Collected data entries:
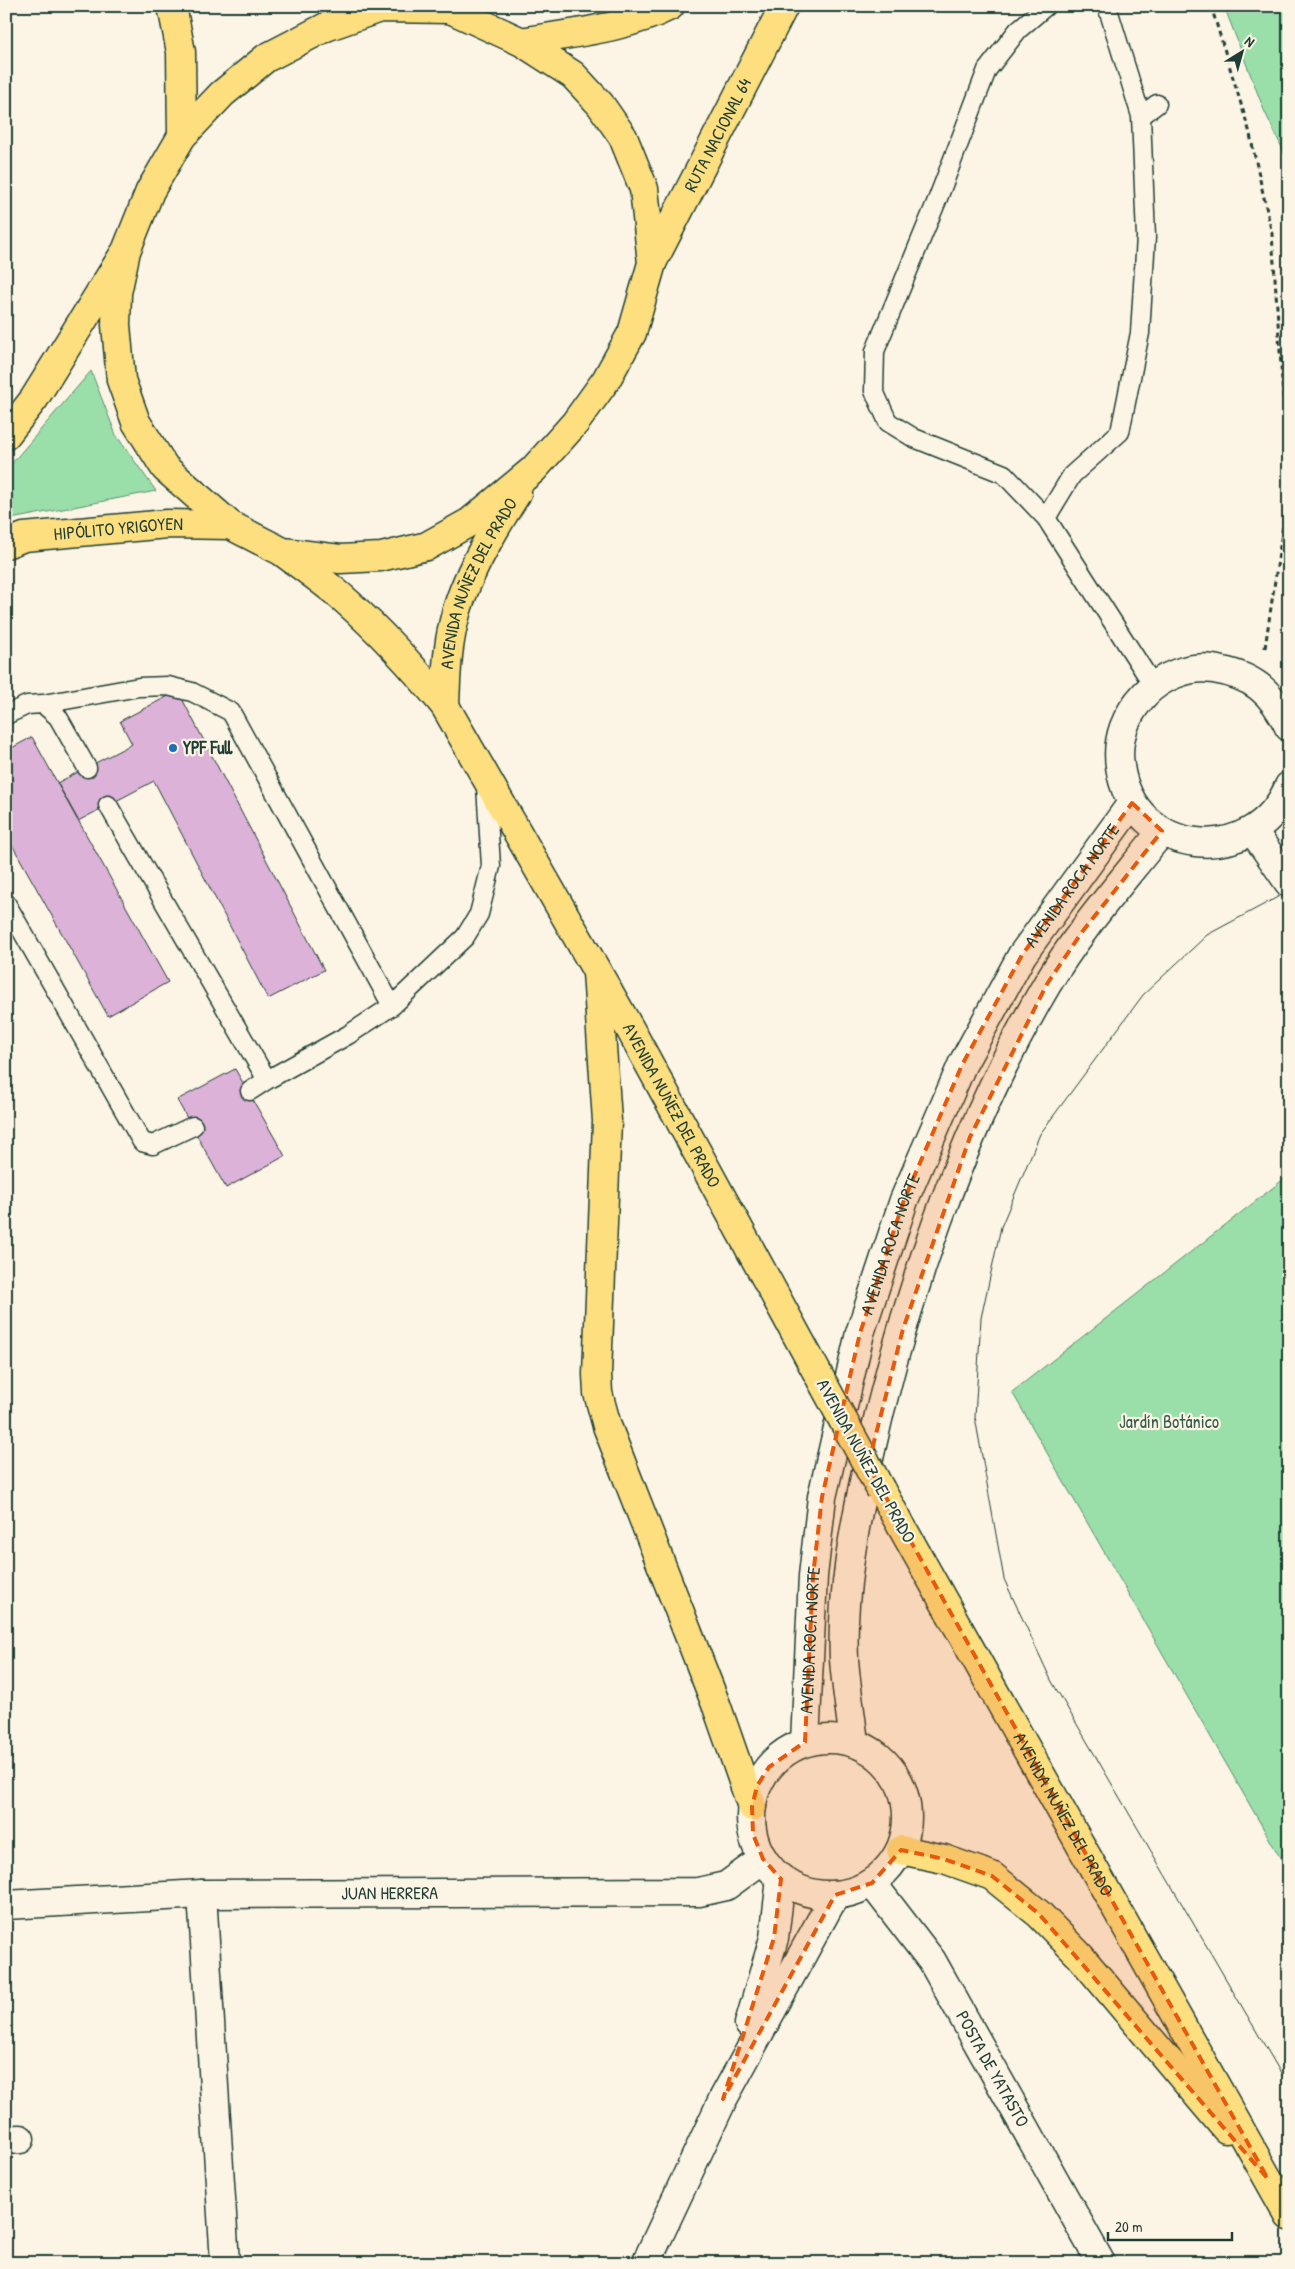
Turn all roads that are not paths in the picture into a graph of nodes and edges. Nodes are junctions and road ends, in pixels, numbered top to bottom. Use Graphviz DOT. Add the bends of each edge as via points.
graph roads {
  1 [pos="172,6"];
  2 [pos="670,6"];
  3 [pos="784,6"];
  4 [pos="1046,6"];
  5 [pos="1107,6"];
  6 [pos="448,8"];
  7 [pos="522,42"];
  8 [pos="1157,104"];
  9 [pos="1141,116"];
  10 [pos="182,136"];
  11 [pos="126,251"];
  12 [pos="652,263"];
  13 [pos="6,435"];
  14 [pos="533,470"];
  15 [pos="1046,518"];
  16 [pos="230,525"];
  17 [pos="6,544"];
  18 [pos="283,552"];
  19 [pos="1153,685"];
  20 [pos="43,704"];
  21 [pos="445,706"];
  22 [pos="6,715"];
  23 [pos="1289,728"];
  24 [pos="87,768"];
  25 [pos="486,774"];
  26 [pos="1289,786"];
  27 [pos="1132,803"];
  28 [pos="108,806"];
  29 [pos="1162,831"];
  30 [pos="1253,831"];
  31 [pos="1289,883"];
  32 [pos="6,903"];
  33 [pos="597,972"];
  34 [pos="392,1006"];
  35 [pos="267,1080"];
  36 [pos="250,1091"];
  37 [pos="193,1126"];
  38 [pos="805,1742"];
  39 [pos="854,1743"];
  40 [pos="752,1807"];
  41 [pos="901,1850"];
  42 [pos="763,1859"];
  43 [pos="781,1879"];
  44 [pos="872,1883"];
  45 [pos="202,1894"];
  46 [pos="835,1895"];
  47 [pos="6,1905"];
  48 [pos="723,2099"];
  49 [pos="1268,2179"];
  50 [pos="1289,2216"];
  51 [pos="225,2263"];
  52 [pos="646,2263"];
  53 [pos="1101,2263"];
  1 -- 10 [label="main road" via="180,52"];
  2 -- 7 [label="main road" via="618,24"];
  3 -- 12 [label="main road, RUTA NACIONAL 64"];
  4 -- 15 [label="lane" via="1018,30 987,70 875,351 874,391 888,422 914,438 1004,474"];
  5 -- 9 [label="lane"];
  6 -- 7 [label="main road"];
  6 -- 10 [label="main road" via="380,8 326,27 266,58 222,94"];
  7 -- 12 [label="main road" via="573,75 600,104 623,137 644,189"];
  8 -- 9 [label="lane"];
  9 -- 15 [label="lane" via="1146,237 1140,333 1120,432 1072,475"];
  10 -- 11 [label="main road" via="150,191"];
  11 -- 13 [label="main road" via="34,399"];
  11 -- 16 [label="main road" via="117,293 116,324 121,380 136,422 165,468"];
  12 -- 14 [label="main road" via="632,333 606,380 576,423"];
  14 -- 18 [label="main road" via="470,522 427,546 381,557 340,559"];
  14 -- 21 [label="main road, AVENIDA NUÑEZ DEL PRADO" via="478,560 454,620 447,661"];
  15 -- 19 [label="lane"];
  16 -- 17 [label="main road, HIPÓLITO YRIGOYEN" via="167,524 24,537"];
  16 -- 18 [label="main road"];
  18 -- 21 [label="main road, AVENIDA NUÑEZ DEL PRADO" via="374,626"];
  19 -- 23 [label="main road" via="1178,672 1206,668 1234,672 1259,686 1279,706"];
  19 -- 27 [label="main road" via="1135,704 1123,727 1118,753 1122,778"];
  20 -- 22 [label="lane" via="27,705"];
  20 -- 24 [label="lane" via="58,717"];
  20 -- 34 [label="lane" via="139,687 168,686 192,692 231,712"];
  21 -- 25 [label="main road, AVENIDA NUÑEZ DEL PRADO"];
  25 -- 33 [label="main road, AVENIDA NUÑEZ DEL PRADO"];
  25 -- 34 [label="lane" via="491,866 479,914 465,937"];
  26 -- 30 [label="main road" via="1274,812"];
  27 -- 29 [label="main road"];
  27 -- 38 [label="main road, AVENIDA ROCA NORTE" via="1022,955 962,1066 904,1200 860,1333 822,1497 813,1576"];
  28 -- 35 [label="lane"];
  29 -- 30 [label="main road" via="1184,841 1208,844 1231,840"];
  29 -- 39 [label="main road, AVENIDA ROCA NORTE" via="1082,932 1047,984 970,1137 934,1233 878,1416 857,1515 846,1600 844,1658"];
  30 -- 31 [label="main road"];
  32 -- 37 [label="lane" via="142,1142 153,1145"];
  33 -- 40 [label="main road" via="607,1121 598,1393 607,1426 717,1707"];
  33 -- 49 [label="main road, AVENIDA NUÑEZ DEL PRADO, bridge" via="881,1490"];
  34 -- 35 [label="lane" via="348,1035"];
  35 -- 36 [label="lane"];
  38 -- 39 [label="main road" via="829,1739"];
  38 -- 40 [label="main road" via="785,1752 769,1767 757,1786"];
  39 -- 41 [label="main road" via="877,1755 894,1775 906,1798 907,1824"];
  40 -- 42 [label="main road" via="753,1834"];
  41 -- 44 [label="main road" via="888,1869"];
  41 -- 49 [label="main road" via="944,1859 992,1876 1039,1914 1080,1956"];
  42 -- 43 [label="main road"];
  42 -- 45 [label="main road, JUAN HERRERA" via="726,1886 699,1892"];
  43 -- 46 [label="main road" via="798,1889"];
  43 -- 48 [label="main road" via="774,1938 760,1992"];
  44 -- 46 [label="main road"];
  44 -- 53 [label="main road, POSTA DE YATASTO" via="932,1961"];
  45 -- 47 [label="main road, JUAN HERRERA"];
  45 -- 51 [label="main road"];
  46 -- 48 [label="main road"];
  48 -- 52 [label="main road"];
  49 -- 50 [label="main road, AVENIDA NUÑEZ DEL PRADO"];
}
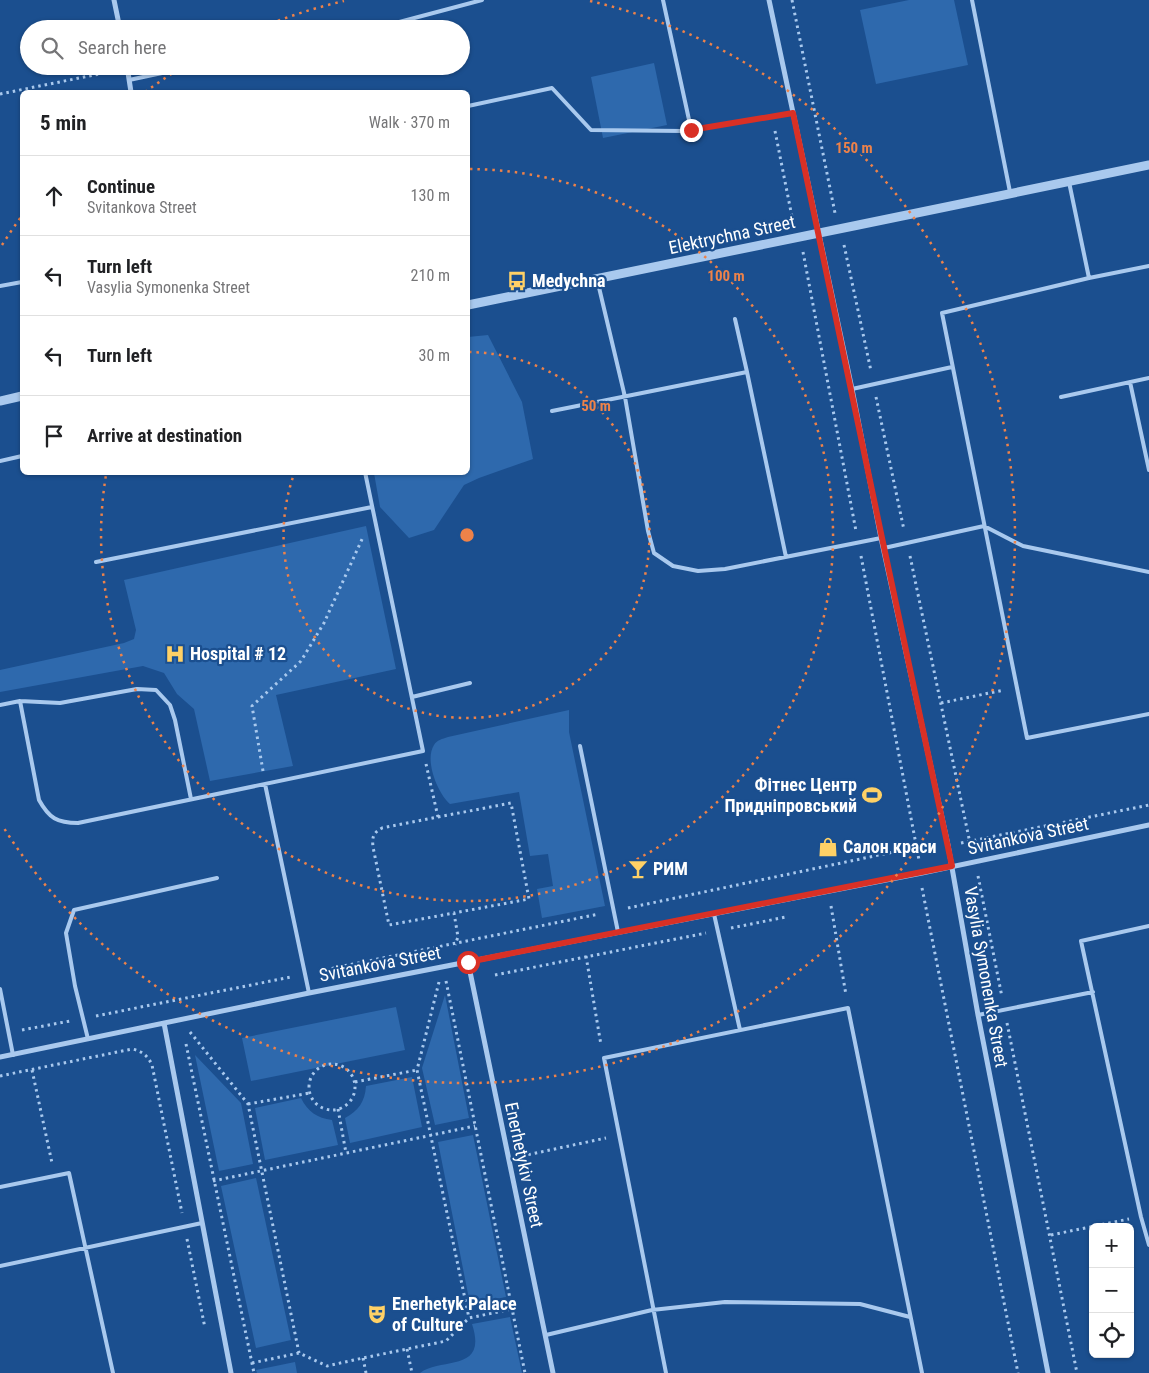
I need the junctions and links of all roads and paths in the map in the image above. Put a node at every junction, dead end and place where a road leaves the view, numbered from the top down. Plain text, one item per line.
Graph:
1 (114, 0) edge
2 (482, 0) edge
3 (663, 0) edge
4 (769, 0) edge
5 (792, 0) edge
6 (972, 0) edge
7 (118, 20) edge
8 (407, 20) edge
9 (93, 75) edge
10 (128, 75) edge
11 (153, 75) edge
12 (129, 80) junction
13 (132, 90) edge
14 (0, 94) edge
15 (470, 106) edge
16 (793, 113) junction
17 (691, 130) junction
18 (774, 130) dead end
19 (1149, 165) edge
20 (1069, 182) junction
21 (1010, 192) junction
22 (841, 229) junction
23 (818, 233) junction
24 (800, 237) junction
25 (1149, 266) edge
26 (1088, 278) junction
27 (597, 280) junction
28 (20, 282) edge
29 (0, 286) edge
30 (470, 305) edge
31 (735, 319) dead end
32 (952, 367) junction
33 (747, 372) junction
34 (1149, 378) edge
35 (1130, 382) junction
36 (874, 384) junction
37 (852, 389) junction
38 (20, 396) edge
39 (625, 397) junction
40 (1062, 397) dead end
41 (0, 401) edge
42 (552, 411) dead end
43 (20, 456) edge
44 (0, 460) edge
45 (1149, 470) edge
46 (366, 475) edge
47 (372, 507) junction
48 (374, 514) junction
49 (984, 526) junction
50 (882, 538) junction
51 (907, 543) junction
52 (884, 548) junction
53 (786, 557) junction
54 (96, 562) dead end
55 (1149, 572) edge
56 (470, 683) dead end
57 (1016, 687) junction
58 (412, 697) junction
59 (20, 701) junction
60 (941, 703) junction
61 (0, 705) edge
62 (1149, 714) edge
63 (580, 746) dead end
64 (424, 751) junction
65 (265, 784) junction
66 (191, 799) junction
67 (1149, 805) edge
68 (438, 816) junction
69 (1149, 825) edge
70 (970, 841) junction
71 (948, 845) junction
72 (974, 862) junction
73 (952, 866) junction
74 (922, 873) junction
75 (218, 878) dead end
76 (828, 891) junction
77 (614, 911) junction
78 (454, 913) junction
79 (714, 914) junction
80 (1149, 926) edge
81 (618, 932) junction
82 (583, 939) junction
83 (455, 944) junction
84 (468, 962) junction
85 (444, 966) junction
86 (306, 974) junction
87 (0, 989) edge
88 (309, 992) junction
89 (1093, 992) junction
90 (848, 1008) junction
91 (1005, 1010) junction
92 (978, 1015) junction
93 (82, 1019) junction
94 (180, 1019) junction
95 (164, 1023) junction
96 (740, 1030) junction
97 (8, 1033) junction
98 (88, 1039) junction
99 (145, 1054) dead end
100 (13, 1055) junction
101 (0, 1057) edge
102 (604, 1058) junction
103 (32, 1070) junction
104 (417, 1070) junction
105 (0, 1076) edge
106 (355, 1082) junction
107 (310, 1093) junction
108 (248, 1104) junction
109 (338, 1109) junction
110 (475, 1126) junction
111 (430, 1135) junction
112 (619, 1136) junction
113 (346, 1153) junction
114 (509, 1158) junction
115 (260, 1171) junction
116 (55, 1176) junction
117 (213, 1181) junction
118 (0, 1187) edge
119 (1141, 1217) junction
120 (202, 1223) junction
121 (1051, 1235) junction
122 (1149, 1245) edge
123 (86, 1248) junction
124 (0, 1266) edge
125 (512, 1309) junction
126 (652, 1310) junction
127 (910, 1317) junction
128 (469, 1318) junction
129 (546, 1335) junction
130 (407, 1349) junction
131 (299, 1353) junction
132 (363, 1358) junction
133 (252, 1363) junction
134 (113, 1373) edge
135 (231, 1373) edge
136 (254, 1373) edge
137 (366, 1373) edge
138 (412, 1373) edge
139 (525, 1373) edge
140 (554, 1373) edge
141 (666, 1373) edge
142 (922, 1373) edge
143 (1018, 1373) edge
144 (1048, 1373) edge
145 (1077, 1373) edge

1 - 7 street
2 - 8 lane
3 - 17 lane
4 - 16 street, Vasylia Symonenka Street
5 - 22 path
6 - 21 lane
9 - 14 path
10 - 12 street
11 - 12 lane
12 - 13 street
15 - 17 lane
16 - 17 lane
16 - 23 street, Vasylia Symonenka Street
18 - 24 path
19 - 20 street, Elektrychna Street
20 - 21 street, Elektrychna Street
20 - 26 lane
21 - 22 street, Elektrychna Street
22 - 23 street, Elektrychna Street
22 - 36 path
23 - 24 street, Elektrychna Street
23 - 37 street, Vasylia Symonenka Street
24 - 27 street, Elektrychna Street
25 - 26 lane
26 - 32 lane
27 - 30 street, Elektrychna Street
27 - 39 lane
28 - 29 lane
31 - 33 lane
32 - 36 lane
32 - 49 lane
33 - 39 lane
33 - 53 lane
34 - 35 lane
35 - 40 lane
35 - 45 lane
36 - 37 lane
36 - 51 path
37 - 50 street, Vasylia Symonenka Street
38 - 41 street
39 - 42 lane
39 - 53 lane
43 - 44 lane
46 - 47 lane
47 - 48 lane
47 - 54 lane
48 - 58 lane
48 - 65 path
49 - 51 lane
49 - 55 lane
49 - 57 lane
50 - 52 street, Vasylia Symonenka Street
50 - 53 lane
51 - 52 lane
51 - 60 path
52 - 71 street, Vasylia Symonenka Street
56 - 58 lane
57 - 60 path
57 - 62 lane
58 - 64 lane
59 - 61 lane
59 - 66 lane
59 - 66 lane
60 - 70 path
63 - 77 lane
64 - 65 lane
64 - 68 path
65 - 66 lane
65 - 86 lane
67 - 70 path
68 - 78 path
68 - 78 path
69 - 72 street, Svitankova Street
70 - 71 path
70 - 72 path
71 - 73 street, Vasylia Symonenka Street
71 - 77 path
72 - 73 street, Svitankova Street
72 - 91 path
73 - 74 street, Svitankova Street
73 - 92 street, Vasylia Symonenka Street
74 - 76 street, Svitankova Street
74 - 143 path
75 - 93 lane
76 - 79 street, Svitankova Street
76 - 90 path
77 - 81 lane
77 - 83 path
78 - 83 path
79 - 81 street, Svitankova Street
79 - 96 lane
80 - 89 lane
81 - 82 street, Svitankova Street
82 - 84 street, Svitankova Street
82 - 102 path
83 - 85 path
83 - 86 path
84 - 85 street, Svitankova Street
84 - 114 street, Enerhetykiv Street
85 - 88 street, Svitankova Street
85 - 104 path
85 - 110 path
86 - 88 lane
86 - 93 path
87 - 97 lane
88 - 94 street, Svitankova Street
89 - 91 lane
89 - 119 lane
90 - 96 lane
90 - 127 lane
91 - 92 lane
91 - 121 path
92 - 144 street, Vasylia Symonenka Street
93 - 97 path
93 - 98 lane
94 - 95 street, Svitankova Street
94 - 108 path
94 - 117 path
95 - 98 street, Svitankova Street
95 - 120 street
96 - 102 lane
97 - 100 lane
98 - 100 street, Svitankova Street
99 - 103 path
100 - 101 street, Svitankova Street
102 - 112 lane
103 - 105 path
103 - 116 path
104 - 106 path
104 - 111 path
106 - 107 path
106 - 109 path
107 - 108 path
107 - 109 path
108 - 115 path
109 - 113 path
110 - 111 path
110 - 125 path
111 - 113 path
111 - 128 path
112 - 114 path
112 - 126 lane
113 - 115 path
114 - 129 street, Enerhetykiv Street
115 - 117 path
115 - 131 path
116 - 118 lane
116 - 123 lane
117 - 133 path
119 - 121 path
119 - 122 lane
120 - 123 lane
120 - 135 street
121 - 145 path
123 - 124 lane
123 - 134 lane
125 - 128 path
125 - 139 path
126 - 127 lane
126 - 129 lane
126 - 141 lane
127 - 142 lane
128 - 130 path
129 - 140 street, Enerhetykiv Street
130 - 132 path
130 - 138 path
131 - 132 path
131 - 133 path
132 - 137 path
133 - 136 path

(Exercise description):
Every line above that holds "Symonenka" should be copied out.

(Answer section):
4 - 16 street, Vasylia Symonenka Street
16 - 23 street, Vasylia Symonenka Street
23 - 37 street, Vasylia Symonenka Street
37 - 50 street, Vasylia Symonenka Street
50 - 52 street, Vasylia Symonenka Street
52 - 71 street, Vasylia Symonenka Street
71 - 73 street, Vasylia Symonenka Street
73 - 92 street, Vasylia Symonenka Street
92 - 144 street, Vasylia Symonenka Street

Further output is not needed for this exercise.